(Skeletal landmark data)
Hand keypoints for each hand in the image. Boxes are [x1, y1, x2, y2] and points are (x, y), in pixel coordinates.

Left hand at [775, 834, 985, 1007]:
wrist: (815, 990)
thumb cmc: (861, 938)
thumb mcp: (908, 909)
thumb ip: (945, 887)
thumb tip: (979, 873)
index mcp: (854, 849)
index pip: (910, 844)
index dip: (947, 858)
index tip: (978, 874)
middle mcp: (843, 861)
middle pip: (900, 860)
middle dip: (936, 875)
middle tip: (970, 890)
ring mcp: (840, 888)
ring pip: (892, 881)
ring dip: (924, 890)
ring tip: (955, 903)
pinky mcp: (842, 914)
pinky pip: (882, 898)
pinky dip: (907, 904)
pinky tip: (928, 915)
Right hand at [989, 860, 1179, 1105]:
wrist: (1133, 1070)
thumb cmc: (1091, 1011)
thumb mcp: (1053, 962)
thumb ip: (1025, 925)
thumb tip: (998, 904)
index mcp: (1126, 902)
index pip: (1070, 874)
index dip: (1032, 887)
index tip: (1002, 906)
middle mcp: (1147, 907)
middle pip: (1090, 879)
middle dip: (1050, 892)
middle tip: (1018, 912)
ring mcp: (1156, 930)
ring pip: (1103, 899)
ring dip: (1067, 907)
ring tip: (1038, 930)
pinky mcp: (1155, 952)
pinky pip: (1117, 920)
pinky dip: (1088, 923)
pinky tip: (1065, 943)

---

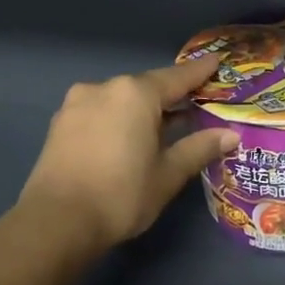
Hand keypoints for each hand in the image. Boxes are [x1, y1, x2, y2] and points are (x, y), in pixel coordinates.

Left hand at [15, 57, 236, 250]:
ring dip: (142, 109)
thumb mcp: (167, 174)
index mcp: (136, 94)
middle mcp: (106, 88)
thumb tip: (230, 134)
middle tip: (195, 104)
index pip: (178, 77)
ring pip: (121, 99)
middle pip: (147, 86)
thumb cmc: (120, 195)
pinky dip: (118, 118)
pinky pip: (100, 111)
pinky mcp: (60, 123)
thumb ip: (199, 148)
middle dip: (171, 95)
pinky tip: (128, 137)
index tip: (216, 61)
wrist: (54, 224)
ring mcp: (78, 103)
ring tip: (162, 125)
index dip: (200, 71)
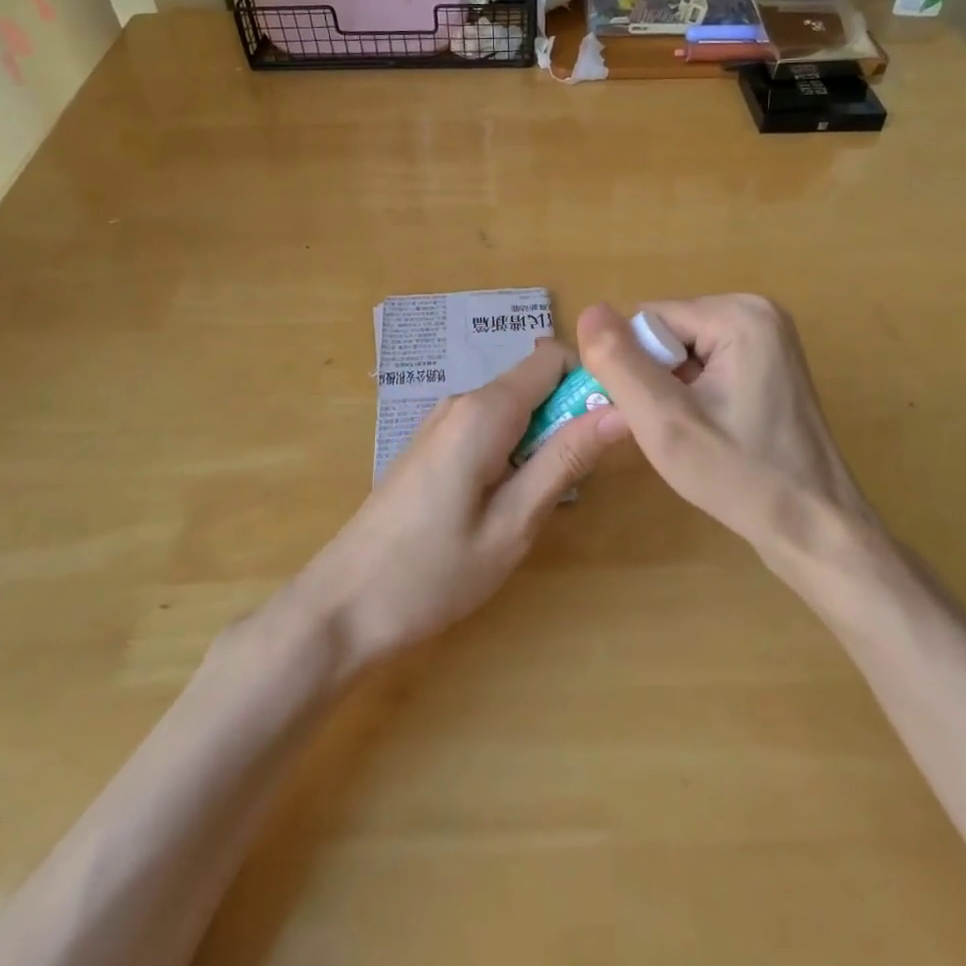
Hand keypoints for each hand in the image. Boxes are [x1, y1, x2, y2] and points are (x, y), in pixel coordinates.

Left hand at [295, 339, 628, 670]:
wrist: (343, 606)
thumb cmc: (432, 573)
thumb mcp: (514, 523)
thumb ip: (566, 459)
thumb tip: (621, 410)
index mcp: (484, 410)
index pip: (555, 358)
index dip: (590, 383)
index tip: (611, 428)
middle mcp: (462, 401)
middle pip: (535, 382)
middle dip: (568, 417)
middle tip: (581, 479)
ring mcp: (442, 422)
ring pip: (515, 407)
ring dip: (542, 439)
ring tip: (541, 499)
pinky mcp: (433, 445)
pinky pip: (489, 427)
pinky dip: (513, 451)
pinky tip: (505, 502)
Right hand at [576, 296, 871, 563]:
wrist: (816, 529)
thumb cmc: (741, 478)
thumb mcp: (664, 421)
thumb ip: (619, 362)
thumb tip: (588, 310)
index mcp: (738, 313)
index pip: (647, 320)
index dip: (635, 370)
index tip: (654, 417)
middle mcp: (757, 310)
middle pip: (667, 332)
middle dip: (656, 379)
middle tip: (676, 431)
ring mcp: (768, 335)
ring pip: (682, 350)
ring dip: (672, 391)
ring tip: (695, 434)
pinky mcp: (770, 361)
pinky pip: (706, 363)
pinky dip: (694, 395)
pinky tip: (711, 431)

...

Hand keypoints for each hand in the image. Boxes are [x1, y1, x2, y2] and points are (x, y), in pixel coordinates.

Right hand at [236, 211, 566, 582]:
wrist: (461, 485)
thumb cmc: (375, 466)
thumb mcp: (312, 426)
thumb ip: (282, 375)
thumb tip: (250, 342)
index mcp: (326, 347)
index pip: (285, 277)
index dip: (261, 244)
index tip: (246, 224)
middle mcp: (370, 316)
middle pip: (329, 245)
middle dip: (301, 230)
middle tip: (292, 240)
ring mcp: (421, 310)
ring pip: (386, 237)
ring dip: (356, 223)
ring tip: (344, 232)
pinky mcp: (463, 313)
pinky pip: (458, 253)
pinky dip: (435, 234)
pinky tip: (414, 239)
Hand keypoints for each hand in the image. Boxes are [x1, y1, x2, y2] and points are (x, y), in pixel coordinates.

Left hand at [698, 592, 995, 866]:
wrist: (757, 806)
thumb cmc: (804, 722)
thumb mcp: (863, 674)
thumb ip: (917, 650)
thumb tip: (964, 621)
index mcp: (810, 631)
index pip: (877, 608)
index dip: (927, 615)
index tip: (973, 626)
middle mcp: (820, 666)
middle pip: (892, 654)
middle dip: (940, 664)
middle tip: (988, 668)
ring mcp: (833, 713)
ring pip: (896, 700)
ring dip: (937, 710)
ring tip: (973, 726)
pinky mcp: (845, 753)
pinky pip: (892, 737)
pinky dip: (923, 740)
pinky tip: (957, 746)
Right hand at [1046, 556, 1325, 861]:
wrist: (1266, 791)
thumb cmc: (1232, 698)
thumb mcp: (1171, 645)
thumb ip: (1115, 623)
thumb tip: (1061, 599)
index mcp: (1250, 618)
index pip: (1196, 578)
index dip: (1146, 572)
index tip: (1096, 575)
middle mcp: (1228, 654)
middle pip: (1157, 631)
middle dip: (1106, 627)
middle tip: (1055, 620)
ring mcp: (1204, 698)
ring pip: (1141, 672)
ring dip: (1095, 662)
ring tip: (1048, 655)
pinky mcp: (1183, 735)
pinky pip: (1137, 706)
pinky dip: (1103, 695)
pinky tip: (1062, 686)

Work request:
Find every line in the records above that holds the word "Left", and copy each one.

Output for this exercise:
Left hand at [775, 834, 985, 1007]:
Left hand at [15, 57, 236, 250]:
Left hand at [295, 339, 628, 670]:
Left hand at [698, 592, 995, 866]:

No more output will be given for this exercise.